Tilla spürte die Kälte am ganzen Körper.
„Ich friere, Christian“, sagte sie. Doch der war in die Brückengedanken so eingesponnen, dass er sie nicht hörte. Er brummte vor sich hin: „Mensch, Tilla, der Lehrer hatte Recht:
... unter ihrem blonden Zopf
in dem klugen, hellen Kopf
wohl tausend und mehr Ideen sind.“
Er packte das Mädchen, drehte sie zweimal, dreimal schnell im Kreise und rief: „Kalt wie ein Eisberg bist du, Kind. Aber ich versuch’s. Ich gehe in den ‚Goldenen Schwan‘. Ich versuch’s. Ich rede mit den Knechten.“
Sie rannten den Deich hinab. Christian betrat die Gaststube und Tilla ging nach Hause. Sie war durchgefroren bis aufs Mark. Selbst als sie neben ihrer Schwester im Bett lag, konnte sie vor Kälte lange nicht einschlafen.
Der Christian aber hat sich im Gasthaus „Zum Goldenen Schwan“ an den langen Tisch zu den Knechten gesetzt und hat eifrig von dem Brückenbau geredet. Erst haben die Knechte gedacht, der Christian ist übergeschnappt.
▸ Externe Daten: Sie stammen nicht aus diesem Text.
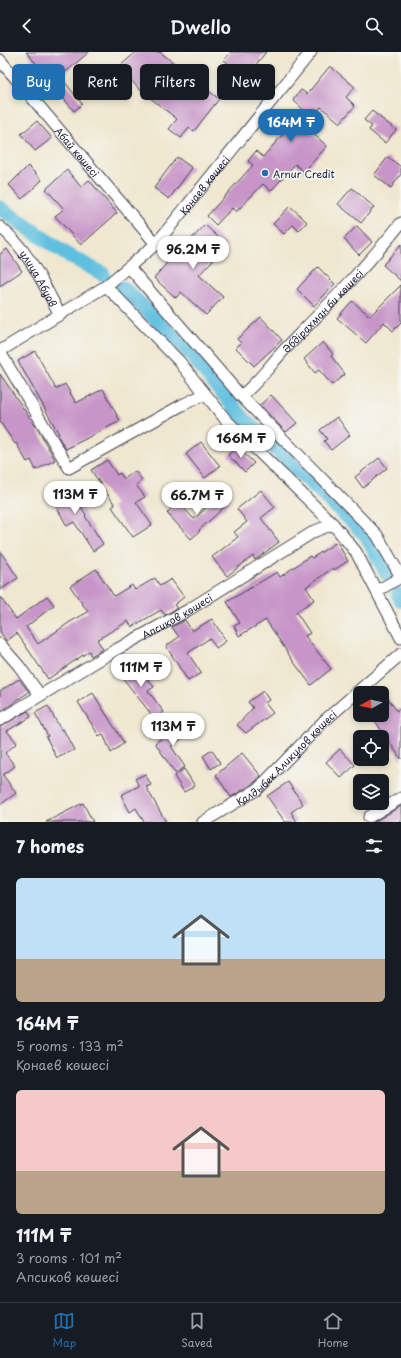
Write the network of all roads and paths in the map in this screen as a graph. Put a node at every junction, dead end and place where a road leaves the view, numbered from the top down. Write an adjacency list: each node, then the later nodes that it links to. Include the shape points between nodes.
1 (310, 52): 5 (street, Қонаев көшесі)
2 (0, 60): 5 (street, Абай көшесі)
3 (401, 224): 11 (street, Әбдірахман би көшесі, via 375,256)
4 (0, 227): 8 (street, улица Абуов, via 11,235 35,267)
5 (156, 244): 6 (street, Қонаев көшесі)
6 (129, 267): 7 (street, Қонаев көшесі); 11 (street)
7 (106, 286): 8 (street, Қонаев көшесі); 10 (street, via 178,360)
8 (60, 315): 9 (street, Қонаев көшесі)
9 (0, 352): 10 (street, via 69,468)
10 (205, 394): 12 (street, via 226,420)
11 (241, 396): 13 (street, via 377,535)
12 (333, 524): 14 (street, via 356,552); 18 (street, Апсиков көшесі, via 315,531 188,610)
13 (401, 577): 14 (street)
14 (377, 591): 15 (street)
15 (401, 638)
16 (0, 644): 18 (street)
17 (401, 654): 22 (street, Қалдыбек Аликулов көшесі, via 324,721 258,789)
18 (40, 695): 19 (street, Апсиков көшесі)
19 (0, 720)
20 (401, 798): 21 (street)
21 (369, 817)
22 (203, 822)

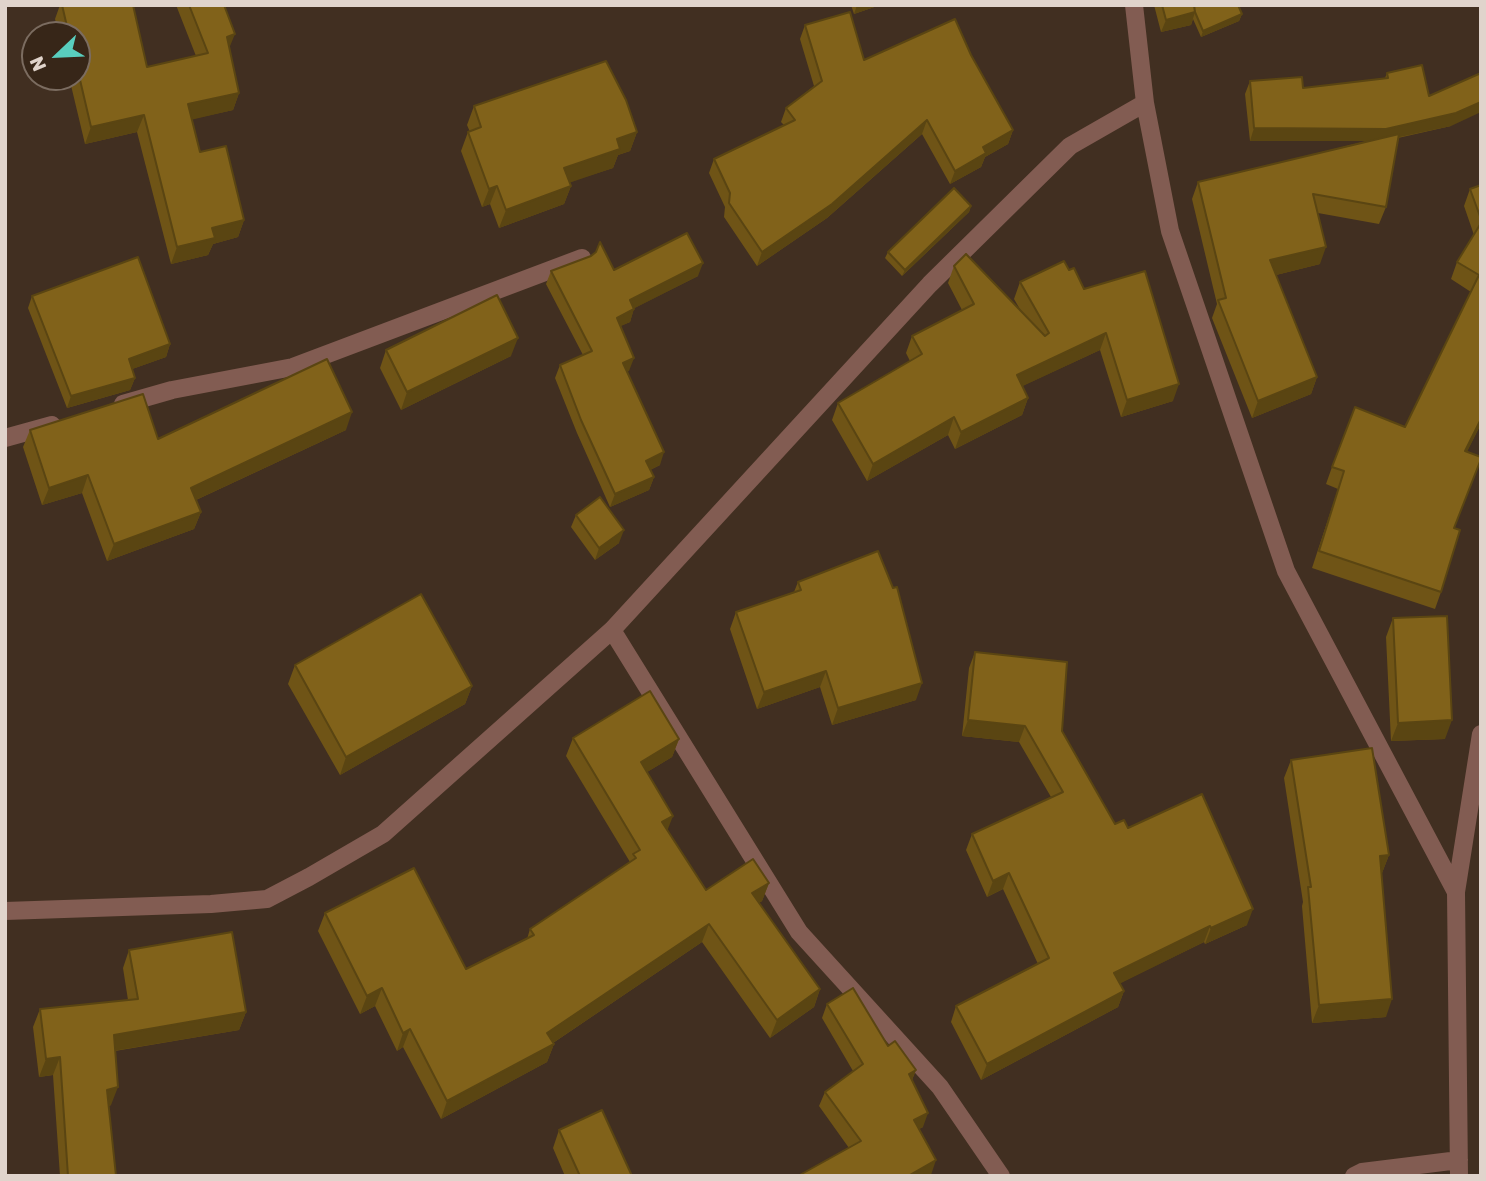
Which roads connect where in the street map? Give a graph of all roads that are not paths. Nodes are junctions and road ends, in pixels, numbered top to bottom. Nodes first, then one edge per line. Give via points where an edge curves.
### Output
1 (1135, 5) edge
2 (1145, 103) junction
3 (582, 258) edge
4 (108, 409) edge
5 (69, 420) edge
6 (5, 438) edge
7 (612, 630) junction
8 (1481, 734) edge
9 (1456, 892) junction
10 (5, 911) edge
11 (1459, 1168) edge
12 (1001, 1176) edge
13 (1354, 1176) edge

1 - 2 street
2 - 7 street via 1070,146 976,238
2 - 9 street via 1170,231 1286,571
3 - 4 street via 293,367 172,390
5 - 6 street
7 - 10 street via 383,834 267,899
7 - 12 street via 799,932 940,1087
8 - 9 street
9 - 11 street
11 - 13 street

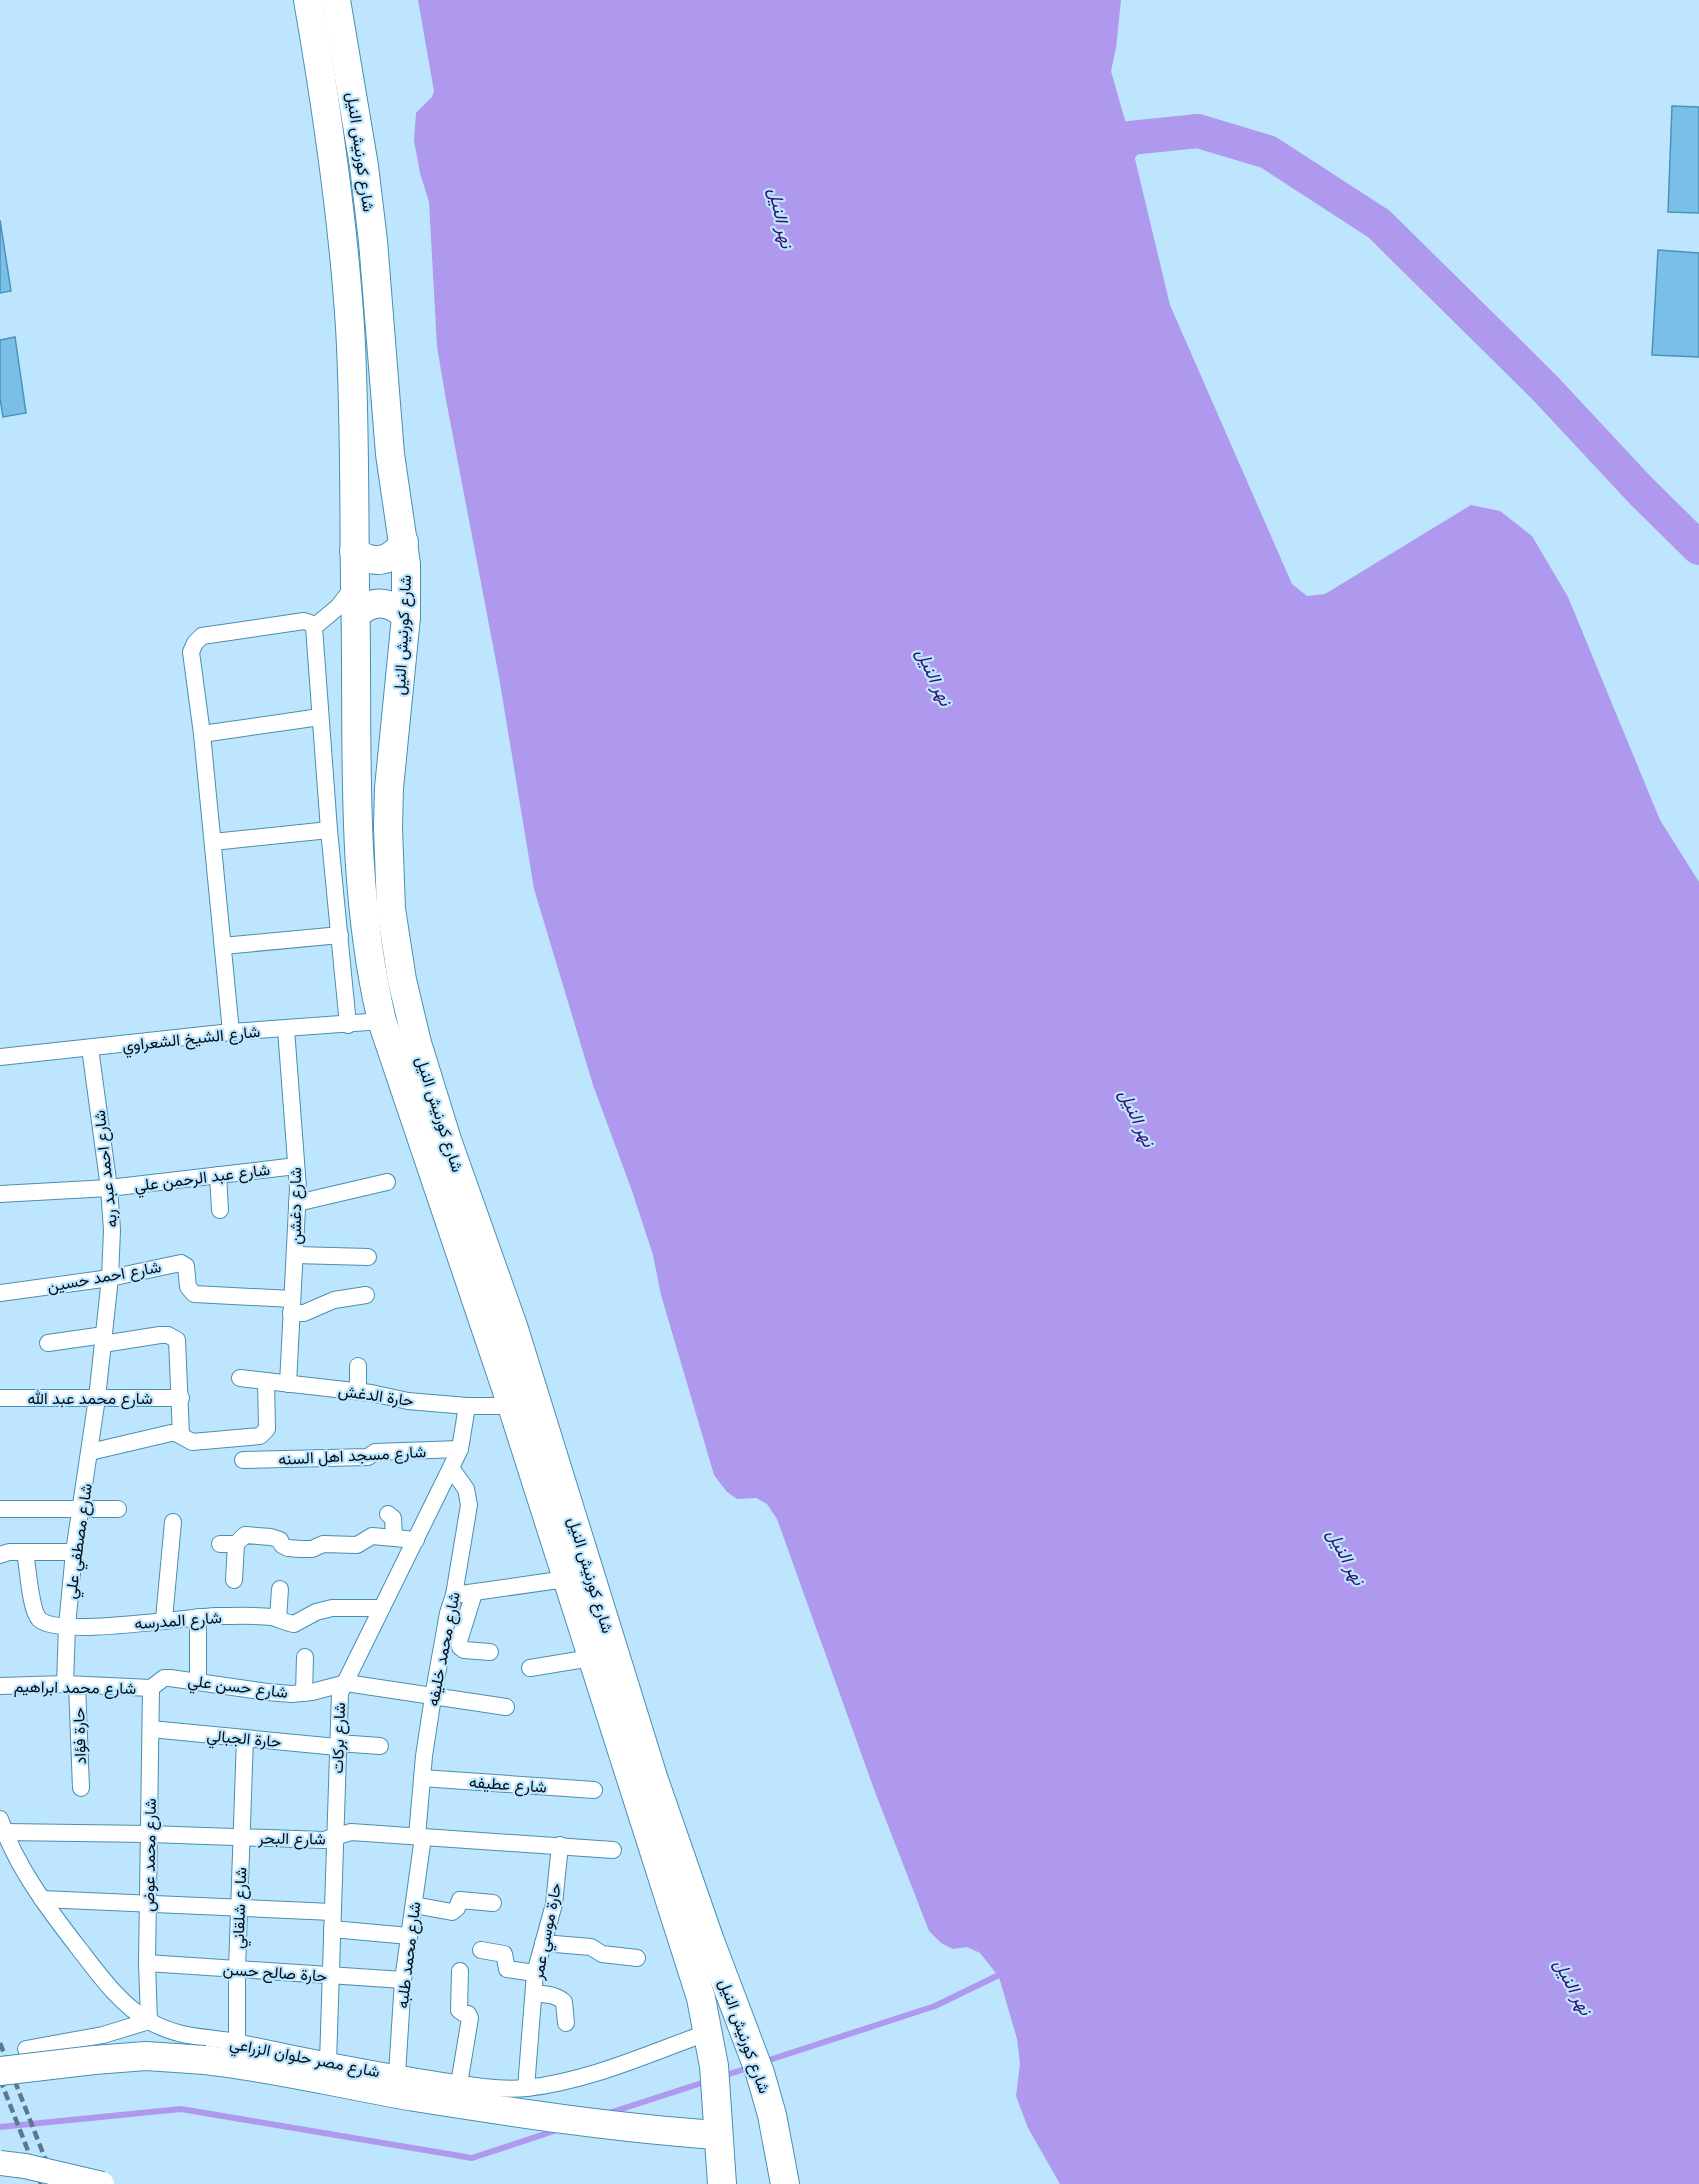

Aber als vom Bauerntisch der Bauer Drevenaar und der Lehrer aufstanden, zu den Knechten an den Tisch traten und gespannt zuhörten, was der Christian ihnen lang und breit vortrug, da merkten sie, dass an dem Plan doch etwas dran war.
„Und dann machen wir es wie bei der Engelsbrücke in Rom“, rief Christian. „Und auch wie bei der Rheinbrücke in Köln. Wir verlangen von jedem, der auf die andere Rheinseite will, ein Brückengeld.“
„Eine Silbermark fordern wir von jedem“, schrie Hein Kaldewitt, ein kleiner blonder Knecht vom Leyschen Gut.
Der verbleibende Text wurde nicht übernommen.